§ Problem details
Find each line of the entries with the string "them", please, and copy it.

Stored data:
>>>>>
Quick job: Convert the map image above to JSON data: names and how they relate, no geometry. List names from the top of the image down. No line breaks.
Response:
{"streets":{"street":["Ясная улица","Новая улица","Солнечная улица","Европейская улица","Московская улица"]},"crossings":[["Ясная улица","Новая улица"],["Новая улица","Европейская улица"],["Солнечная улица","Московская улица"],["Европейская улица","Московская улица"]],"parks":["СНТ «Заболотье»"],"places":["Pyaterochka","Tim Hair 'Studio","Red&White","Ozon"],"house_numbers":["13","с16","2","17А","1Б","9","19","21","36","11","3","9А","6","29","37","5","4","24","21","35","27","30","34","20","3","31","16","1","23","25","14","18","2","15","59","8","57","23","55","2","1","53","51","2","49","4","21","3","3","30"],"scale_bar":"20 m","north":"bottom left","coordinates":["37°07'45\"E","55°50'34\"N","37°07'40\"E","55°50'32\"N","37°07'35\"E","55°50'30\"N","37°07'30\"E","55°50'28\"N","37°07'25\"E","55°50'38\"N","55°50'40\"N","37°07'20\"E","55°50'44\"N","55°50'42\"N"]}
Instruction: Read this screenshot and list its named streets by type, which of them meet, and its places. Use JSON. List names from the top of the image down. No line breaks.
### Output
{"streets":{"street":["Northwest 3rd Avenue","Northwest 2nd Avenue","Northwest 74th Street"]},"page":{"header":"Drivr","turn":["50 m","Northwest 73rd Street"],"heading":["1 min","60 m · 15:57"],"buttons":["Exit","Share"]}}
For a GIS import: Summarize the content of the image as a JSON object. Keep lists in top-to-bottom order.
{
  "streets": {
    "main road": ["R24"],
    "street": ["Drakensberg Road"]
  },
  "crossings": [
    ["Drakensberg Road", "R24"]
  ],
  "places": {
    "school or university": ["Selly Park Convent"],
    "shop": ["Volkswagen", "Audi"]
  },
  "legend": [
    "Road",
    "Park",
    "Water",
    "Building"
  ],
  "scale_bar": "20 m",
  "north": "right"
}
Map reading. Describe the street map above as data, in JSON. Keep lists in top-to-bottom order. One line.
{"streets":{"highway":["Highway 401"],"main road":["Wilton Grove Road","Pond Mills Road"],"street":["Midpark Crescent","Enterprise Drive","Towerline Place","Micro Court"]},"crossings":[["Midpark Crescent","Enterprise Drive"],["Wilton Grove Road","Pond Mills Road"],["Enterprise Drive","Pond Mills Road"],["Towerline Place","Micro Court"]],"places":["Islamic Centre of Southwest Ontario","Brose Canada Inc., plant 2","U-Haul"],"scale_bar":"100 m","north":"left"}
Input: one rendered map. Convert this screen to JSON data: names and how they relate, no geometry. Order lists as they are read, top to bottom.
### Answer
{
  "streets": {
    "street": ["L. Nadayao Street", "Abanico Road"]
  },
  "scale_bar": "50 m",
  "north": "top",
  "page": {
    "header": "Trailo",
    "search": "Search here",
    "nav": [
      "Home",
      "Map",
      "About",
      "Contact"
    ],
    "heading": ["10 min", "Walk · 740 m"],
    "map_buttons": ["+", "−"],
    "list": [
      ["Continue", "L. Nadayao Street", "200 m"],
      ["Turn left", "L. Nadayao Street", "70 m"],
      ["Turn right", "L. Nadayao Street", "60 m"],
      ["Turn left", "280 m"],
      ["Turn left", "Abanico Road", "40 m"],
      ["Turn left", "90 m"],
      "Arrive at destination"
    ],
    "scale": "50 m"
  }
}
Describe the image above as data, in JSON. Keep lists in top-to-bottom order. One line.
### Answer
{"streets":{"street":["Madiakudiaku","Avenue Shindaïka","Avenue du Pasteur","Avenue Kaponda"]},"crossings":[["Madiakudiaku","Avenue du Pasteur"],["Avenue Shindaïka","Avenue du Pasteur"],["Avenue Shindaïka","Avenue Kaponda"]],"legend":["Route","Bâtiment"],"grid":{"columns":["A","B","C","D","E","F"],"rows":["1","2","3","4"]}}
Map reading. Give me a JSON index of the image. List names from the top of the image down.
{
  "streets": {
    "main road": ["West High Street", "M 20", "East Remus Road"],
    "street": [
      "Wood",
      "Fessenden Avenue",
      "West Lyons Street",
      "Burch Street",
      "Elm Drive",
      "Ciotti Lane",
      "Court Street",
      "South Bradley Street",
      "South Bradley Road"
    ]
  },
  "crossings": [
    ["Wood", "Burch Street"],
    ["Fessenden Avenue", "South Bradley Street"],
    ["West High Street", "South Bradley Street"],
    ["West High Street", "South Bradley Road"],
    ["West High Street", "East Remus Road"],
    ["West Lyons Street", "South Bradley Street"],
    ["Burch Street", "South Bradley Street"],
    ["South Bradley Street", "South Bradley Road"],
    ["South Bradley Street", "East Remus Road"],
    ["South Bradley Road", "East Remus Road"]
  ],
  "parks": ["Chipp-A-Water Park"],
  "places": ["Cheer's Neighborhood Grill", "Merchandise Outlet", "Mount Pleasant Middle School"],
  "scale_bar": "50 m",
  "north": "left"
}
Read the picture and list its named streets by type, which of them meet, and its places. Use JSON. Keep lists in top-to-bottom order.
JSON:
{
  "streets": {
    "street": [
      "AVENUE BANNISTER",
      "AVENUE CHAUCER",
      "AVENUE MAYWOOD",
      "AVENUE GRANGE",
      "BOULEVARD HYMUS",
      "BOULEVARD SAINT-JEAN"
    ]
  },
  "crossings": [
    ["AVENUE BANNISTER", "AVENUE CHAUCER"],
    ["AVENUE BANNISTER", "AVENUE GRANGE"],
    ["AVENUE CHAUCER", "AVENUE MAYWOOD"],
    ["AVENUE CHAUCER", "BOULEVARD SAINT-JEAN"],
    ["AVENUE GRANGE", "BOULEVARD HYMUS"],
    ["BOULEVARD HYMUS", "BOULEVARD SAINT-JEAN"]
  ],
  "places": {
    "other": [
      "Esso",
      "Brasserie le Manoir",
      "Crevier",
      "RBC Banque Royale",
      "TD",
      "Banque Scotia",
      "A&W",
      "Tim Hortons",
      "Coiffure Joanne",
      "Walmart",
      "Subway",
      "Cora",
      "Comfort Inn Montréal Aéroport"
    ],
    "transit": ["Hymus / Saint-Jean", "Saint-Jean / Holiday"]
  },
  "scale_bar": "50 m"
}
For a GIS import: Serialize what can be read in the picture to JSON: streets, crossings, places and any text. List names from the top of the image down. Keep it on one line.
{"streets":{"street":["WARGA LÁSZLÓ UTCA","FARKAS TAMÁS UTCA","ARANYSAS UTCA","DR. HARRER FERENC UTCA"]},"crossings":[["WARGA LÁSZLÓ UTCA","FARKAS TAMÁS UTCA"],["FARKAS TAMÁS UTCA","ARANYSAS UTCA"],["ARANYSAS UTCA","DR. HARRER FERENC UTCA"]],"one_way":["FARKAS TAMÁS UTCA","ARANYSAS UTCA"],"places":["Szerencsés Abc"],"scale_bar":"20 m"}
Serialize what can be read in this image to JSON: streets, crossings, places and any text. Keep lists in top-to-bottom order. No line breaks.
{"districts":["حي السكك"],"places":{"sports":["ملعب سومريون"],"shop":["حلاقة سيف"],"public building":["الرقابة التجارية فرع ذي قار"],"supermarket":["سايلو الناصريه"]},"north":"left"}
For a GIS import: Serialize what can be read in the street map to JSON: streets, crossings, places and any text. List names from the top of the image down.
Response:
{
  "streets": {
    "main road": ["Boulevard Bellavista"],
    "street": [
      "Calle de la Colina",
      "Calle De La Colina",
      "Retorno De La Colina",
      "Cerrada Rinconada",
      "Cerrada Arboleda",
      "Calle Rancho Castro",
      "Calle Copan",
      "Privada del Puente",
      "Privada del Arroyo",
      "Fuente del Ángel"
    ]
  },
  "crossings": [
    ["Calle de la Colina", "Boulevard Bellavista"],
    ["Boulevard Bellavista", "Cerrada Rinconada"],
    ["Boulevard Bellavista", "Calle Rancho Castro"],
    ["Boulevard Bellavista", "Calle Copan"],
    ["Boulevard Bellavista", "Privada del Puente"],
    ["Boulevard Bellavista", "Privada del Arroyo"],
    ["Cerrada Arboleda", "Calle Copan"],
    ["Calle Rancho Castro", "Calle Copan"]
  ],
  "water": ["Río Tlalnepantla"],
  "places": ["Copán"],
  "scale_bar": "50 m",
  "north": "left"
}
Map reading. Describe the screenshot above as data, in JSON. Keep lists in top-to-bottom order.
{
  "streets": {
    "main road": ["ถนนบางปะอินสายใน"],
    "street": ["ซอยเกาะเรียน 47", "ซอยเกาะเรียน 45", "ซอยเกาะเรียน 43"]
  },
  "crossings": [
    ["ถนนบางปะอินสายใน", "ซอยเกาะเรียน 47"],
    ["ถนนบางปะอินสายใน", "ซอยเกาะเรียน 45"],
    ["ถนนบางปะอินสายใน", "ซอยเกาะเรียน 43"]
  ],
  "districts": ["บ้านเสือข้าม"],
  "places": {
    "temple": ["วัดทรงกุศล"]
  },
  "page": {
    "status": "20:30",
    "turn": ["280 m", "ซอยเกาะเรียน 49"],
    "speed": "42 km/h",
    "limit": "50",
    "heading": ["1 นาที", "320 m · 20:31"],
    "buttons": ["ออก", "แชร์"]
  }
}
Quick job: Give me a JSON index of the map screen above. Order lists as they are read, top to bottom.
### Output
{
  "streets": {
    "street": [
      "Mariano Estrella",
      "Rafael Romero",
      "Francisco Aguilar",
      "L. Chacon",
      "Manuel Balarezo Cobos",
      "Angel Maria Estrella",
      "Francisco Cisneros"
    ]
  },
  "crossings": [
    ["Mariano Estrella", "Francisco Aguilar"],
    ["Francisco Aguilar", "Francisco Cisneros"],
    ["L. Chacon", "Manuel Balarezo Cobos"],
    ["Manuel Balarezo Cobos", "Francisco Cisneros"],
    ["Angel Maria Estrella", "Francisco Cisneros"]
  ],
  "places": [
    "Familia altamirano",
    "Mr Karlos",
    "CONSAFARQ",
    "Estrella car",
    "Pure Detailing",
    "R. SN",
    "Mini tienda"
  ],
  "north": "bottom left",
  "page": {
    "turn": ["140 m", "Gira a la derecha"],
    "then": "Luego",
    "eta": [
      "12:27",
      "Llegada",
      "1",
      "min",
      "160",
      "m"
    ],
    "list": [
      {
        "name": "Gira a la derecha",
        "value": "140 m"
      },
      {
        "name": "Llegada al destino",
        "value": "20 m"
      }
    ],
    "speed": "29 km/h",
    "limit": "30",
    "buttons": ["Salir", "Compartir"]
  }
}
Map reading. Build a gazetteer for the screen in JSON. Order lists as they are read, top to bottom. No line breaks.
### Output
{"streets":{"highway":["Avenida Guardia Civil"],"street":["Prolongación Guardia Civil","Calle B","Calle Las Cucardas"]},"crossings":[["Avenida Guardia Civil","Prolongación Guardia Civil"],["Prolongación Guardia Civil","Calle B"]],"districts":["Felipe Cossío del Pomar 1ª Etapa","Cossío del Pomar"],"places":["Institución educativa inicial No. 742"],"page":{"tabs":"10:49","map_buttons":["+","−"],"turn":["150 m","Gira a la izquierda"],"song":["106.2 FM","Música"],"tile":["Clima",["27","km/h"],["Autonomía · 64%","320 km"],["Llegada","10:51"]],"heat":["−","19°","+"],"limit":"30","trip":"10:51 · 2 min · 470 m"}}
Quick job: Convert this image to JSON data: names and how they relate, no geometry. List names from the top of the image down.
<<<<<
§ Solved exercise
Instruction: Read this screenshot and list its named streets by type, which of them meet, and its places. Use JSON. List names from the top of the image down. No line breaks.
Read the picture and list its named streets by type, which of them meet, and its places. Use JSON. Keep lists in top-to-bottom order.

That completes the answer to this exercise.